---------- DATASET CONTENT

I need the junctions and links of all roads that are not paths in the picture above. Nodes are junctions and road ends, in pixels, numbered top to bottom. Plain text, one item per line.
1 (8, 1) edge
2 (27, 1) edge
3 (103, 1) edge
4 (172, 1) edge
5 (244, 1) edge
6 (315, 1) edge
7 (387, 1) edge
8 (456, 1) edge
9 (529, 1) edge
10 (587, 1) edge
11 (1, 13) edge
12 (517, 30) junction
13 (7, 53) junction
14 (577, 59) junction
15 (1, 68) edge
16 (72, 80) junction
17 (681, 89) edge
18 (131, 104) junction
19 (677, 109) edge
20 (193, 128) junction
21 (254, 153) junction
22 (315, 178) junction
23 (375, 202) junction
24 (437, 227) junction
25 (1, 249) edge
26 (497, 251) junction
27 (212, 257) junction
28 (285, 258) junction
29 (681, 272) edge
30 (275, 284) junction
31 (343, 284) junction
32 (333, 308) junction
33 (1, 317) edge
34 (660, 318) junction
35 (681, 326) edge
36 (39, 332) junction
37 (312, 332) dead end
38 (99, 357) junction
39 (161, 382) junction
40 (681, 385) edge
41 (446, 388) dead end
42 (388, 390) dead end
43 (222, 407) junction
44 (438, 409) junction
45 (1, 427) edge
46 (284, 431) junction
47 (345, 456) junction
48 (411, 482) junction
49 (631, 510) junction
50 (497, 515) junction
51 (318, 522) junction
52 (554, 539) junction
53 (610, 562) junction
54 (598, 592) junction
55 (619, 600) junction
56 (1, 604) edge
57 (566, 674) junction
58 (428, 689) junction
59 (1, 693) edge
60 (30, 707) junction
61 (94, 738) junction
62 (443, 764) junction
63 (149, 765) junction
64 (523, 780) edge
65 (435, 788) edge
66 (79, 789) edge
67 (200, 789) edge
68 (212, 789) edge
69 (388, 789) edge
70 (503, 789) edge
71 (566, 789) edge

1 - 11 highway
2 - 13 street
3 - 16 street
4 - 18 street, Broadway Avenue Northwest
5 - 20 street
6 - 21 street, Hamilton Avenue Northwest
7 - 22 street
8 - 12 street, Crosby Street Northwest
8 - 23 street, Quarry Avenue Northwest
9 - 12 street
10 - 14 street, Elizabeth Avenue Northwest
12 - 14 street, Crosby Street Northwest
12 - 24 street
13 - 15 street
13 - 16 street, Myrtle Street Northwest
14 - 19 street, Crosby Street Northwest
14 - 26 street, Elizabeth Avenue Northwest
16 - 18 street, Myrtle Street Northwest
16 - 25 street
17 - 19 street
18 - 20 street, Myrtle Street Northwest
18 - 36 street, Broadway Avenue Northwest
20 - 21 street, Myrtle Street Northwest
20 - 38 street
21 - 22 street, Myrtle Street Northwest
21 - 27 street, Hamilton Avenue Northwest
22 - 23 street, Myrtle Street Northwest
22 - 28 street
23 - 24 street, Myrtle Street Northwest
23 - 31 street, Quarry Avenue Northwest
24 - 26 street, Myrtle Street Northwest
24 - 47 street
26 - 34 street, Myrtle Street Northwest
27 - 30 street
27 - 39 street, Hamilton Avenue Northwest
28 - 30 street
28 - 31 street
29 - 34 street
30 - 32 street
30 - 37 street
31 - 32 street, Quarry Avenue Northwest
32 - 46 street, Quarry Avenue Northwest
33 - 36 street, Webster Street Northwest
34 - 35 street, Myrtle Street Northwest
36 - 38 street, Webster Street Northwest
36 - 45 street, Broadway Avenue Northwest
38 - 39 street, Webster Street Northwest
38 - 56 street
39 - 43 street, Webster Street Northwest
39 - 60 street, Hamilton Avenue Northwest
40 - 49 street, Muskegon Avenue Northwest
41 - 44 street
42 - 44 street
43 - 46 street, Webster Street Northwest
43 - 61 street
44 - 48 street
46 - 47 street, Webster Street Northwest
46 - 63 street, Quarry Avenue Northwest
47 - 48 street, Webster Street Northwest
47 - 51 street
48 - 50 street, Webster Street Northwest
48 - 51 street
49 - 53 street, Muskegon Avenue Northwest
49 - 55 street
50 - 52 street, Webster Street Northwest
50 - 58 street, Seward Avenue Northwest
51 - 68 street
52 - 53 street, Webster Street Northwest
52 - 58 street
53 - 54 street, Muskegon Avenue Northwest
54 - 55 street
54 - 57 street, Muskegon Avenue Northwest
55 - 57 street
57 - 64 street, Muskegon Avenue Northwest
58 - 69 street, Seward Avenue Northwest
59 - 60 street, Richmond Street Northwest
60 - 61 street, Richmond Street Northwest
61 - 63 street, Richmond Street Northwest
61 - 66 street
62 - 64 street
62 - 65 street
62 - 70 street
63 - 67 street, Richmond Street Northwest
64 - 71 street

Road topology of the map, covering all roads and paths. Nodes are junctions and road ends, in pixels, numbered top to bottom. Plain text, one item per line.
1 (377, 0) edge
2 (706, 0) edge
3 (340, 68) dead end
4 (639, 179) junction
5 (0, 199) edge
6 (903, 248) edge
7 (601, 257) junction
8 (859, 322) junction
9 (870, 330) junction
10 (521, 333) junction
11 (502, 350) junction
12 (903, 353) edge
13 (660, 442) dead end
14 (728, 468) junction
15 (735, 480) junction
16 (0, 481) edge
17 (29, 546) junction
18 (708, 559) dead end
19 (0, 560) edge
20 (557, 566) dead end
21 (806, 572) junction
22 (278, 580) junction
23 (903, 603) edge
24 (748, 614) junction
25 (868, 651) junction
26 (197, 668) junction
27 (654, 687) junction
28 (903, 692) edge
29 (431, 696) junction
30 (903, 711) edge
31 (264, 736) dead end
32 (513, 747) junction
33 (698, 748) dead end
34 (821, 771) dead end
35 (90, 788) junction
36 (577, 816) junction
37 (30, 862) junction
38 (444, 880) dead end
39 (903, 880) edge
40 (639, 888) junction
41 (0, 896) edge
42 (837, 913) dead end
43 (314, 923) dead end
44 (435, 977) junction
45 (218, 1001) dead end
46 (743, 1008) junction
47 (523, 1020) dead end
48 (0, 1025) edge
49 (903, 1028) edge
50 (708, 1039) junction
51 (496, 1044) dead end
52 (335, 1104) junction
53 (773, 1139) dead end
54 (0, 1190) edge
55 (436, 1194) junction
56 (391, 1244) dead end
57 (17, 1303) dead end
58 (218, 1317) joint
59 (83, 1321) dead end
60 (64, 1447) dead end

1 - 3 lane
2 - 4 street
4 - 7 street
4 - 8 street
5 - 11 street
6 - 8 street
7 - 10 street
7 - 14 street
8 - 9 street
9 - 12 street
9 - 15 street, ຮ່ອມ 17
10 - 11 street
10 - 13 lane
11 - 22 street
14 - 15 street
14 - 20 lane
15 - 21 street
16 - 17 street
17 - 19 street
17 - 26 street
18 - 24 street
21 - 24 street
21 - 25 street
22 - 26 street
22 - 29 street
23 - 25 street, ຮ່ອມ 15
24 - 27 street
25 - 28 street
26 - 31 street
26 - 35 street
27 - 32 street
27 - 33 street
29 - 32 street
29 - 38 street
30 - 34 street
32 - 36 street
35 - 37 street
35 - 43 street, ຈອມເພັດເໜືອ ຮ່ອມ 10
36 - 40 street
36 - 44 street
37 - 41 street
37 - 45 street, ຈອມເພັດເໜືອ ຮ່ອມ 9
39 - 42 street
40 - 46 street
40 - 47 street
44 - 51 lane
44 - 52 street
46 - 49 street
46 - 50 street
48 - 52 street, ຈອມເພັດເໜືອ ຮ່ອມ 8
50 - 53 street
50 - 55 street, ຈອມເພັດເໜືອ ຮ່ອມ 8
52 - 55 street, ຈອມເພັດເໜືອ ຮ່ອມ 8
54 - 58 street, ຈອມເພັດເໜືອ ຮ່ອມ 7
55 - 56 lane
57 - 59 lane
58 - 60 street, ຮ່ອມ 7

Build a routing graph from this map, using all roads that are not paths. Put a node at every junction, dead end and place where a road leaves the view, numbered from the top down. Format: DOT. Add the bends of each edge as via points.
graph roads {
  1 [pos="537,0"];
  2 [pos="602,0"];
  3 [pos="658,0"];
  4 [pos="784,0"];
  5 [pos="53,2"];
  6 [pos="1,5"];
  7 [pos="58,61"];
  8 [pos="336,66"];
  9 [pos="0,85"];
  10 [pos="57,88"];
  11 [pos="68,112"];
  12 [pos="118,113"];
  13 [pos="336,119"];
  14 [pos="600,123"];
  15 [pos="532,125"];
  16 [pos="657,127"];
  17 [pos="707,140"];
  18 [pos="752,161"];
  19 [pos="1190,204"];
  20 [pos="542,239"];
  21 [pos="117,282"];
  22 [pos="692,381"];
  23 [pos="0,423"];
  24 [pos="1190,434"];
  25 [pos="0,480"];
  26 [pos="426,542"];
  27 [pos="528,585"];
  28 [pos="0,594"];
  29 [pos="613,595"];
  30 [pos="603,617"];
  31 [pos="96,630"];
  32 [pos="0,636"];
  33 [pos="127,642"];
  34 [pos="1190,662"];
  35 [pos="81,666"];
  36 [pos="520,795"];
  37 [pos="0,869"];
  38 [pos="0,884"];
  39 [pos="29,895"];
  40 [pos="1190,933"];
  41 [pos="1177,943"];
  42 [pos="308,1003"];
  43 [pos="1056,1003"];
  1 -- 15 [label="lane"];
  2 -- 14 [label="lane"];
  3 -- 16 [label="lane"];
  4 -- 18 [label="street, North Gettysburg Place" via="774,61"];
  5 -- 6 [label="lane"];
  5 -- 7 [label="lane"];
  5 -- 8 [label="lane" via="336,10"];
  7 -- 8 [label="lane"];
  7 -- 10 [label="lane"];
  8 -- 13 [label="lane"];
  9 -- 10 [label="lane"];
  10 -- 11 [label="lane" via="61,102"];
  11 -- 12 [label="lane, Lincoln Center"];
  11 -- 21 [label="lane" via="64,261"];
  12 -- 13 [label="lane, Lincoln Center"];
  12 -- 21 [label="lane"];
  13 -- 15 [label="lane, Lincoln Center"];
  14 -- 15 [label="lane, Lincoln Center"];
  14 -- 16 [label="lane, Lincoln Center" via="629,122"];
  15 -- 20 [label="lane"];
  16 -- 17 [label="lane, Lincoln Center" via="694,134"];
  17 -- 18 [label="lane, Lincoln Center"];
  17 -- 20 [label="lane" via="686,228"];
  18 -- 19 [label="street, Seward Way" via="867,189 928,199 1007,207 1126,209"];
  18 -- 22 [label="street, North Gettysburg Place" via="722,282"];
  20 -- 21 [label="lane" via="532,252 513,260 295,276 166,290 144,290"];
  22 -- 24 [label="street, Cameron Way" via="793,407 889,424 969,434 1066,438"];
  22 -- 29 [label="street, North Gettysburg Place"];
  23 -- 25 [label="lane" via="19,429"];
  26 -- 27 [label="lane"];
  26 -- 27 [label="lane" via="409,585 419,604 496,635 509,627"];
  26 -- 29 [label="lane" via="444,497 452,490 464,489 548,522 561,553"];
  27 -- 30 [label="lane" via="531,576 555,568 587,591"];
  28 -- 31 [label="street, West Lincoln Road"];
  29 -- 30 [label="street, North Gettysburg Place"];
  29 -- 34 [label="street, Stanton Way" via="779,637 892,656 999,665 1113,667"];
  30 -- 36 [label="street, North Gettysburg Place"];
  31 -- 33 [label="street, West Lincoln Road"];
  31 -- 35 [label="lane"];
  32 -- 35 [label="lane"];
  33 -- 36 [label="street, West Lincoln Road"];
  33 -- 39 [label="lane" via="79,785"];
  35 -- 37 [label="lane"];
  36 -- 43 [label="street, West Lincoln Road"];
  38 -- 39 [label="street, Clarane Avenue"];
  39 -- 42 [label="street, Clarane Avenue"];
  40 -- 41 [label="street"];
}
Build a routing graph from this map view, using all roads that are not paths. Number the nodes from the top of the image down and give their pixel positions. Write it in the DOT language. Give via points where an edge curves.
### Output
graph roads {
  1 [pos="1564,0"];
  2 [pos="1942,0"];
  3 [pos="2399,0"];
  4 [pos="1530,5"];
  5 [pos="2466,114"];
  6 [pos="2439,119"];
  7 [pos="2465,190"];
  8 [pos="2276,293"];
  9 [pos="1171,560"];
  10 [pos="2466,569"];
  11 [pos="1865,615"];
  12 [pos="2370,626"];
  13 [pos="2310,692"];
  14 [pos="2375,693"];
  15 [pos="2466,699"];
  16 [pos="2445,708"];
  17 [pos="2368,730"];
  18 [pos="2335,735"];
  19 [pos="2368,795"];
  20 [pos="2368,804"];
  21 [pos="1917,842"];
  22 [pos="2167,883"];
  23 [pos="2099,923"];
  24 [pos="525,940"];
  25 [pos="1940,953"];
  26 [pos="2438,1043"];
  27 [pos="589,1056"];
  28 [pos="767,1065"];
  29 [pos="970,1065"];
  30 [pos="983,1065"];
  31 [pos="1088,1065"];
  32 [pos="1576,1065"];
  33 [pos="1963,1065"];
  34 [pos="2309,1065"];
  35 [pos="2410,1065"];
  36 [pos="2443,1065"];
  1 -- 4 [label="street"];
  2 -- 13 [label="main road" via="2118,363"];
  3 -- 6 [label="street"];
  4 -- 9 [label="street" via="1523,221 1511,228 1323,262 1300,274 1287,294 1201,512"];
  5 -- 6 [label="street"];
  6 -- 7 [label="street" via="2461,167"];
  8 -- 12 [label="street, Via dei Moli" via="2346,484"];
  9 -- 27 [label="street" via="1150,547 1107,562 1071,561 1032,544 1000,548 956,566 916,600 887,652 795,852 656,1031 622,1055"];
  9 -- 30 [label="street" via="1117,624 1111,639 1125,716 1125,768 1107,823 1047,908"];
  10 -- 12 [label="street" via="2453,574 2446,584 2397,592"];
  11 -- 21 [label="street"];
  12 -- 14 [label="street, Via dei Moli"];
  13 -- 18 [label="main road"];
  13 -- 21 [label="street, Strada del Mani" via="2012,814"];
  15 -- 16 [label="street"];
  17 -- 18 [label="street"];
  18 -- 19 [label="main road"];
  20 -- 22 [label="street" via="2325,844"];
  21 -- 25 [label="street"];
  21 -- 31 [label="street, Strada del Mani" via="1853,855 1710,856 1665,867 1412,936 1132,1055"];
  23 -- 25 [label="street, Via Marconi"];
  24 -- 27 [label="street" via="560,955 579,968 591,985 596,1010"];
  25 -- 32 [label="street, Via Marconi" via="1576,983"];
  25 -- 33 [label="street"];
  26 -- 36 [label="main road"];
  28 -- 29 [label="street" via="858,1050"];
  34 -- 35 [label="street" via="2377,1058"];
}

--------------------

_TASK ITEM_.
Count how many lines in the data contain the word "Seward", giving the number without comment.

_EXERCISE ANSWER_.
3